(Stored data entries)

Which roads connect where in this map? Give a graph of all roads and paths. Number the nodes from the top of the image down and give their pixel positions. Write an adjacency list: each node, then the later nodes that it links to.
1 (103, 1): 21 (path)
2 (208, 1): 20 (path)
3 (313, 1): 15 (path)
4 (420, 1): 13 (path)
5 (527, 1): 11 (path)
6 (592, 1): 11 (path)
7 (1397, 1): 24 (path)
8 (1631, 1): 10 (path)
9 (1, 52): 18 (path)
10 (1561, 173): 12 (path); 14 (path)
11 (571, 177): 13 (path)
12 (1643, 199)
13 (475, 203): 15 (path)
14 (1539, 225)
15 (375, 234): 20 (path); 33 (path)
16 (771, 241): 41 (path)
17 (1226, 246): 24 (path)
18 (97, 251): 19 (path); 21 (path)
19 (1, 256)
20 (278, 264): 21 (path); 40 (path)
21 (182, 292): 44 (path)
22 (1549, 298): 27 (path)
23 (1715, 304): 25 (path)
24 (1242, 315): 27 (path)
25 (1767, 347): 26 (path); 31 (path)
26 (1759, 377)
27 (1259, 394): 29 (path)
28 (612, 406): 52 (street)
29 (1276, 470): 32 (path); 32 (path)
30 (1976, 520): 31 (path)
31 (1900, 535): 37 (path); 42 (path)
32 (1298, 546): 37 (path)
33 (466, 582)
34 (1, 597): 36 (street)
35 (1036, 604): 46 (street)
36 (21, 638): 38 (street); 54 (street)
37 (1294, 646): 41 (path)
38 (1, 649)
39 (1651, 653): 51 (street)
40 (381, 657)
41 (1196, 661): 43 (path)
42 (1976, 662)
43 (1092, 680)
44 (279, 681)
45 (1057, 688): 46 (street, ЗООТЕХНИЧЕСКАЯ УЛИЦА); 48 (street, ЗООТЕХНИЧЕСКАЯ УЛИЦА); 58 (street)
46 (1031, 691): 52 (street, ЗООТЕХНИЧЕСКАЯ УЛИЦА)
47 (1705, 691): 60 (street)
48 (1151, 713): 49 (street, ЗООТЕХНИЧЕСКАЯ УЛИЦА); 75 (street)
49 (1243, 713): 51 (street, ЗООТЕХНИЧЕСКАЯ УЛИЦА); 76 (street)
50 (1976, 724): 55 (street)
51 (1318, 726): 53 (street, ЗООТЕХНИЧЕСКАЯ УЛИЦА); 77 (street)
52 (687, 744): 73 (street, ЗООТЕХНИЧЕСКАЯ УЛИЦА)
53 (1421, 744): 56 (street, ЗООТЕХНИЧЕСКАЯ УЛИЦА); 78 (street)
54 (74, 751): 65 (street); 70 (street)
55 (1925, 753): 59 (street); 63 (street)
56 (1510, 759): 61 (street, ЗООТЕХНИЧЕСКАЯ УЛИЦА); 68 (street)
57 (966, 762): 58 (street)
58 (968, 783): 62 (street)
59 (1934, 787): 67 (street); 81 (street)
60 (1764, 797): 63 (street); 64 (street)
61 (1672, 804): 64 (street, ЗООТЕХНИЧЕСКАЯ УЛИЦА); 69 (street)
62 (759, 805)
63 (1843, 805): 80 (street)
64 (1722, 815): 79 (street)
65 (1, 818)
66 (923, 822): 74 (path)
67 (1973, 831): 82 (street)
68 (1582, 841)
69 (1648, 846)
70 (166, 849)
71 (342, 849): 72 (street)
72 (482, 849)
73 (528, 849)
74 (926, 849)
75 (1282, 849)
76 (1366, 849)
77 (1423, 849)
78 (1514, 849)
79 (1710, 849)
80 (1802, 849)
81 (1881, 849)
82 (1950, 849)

▶ [TASK OBJECTIVE] Count the lines of the data that hold the word "УЛИЦА". Report the count and nothing more.

▶ [SOLUTION] 9